While Alice Cooper is no doubt central to any Alice Cooper record, its success cannot be attributed to one man alone, the musicianship and production are all exceptional, everyone sounds like they are having a good time.  From the swinging rat pack bass of ‘Blue Turk’ to the half time groove with  bar of a snare roll that is the opening to ‘My Stars’, playing is fresh and lively.  Bowie comparisons continue as the backing vocals and guitars throughout pre-echo ‘Lust For Life’ by a cool five years while the ever building twisted groove of the album’s closer ‘Grand Finale’ and ‘Public Animal #9’ as call to mind both the instrumental work of Isaac Hayes or David Axelrod and the dark, stark funk that Bowie would inhabit from Station to Station and not leave until after Heroes. It is a school a young Sparks may have attended.  Faith No More scratching their name on the same desk.  Comedy and subversion is a strong theme in the music, aside from the still hilarious brass section fart noise that, try as it might to, manages not to derail the entire of ‘Blue Turk’ that precedes it, it is the interpolation of West Side Story’s ‘Gutter Cat Vs. The Jets’ that provides the biggest surprise centrepiece, not only in that they play it,but that they play it so well, it is vital and well judged.  This isn’t yet the age of ubiquitous ironic cover versions, Alice and band going through an intense build up (so intense it is part bass solo) only to peak with ‘Here come the Jets like a bat out of hell, someone gets in our way some one don’t feel to well’.  This one sly reference works to show that the rebellion Alice details is nothing new, preempting angry parent protest by getting their kids to sing the same songs they had about the same things they did, while at the same time having that sly smile that only comes on when a violent street gang sing and dance in unison.

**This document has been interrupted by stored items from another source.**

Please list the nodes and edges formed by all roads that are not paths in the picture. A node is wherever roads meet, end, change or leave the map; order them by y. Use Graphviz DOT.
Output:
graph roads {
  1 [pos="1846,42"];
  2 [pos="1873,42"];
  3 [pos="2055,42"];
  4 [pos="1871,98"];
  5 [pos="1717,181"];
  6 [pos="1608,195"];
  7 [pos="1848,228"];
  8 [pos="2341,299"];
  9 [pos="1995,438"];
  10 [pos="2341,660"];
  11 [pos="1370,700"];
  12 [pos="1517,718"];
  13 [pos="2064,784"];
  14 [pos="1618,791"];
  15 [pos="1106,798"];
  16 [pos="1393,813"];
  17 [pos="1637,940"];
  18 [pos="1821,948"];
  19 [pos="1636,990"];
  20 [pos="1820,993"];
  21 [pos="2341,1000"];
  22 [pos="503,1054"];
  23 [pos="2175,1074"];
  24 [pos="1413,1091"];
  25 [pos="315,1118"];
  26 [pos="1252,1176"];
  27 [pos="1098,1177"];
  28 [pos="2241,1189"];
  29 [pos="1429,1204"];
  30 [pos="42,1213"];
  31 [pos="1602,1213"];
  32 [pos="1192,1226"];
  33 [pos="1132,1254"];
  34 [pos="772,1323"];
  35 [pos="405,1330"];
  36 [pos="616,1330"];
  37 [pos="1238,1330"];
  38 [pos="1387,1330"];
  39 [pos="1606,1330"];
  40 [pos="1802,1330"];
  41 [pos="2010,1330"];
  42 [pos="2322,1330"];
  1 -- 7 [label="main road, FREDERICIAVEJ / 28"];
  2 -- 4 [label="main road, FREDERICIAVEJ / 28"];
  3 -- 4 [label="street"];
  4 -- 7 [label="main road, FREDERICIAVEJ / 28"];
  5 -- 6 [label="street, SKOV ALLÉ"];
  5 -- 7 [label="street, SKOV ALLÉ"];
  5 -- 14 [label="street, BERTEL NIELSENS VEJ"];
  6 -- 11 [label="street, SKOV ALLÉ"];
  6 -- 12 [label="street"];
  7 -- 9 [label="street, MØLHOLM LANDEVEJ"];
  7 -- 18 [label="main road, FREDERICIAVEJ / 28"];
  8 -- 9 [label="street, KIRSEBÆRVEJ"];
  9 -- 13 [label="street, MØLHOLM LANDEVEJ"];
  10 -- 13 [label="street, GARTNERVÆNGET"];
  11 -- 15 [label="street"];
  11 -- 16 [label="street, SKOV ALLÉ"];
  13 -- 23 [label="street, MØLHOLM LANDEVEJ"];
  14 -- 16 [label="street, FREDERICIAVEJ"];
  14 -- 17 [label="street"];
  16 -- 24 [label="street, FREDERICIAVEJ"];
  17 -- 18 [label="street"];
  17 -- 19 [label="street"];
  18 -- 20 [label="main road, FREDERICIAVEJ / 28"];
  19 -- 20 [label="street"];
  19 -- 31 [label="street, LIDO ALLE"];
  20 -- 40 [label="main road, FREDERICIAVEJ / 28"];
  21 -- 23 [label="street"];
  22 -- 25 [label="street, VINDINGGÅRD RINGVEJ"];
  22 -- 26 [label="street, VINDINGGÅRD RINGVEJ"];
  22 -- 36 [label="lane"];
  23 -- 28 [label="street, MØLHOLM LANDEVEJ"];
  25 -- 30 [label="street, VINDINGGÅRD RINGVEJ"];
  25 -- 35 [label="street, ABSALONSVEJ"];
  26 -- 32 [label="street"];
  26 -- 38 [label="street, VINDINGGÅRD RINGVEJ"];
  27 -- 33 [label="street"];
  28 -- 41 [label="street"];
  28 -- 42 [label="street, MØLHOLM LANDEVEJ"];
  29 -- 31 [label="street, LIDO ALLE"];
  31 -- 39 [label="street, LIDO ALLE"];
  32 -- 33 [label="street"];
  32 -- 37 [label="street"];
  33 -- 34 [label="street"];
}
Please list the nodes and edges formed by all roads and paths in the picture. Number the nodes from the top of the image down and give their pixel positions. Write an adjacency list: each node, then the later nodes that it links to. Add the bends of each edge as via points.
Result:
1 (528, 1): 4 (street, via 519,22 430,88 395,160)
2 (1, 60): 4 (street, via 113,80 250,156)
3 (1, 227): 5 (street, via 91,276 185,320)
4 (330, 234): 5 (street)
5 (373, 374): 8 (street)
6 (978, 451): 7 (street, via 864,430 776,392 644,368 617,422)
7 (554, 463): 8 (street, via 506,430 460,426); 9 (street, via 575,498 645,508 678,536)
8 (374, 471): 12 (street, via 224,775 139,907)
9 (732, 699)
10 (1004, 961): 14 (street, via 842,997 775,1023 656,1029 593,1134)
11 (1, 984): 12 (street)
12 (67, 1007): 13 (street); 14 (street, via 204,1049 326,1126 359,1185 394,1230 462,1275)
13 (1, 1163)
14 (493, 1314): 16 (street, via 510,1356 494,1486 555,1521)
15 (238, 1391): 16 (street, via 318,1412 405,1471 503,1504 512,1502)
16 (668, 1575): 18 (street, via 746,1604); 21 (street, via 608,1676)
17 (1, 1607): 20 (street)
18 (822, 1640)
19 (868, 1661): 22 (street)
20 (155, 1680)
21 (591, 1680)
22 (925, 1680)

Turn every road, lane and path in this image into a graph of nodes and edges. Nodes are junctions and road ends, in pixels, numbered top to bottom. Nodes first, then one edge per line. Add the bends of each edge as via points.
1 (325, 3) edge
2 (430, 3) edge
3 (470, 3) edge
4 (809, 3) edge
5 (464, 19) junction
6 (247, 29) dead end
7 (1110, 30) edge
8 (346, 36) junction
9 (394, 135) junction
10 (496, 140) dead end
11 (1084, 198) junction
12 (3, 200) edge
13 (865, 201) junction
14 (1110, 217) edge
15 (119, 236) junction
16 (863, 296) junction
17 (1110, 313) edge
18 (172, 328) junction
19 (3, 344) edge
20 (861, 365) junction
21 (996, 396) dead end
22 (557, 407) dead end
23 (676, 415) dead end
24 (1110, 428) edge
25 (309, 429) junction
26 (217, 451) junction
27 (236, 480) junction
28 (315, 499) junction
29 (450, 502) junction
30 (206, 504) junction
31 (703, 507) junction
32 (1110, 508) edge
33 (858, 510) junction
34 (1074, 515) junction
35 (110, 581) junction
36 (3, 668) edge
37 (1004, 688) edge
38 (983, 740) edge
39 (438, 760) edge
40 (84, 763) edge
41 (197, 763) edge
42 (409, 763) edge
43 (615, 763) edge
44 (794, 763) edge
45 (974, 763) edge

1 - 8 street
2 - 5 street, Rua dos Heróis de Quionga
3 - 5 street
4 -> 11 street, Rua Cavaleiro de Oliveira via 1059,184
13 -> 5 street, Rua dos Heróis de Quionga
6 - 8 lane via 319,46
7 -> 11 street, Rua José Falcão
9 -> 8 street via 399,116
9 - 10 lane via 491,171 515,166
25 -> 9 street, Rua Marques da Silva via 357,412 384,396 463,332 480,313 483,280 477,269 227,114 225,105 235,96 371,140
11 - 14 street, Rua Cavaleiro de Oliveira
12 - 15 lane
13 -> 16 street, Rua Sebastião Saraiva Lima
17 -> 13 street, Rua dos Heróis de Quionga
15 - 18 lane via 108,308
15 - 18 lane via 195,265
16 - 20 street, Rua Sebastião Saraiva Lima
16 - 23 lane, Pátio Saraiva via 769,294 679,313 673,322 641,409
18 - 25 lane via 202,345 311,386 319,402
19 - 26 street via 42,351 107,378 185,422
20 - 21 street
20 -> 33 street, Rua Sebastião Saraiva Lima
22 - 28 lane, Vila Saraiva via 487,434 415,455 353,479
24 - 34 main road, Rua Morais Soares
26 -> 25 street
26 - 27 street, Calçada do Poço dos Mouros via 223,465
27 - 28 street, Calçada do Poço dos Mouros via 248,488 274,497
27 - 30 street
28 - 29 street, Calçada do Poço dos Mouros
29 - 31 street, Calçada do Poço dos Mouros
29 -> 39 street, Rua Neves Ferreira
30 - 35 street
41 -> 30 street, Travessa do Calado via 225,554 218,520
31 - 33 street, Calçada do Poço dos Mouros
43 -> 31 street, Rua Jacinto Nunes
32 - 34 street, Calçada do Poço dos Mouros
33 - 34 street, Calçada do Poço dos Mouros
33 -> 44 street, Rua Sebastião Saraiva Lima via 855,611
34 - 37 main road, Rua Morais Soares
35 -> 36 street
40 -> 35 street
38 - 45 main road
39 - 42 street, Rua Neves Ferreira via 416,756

While Cooper would follow this album with another two greats in the form of ‘Billion Dollar Babies’ and ‘Welcome to my Nightmare’ he would never again release an album so focused and compact, of such musicality and variance, a place where he would play both ringmaster and victim to such extremity.  As an album of genuine warmth and fondness it may never bettered, delivered in almost Vonnegut like fleeting detail and humour.  Perhaps the only disappointment is never knowing the feeling of excitement in that June of 1972 as School’s out and Ziggy Stardust and the Spiders from Mars were released, that rock had such a range of innovation, but more than that, just sounding so good.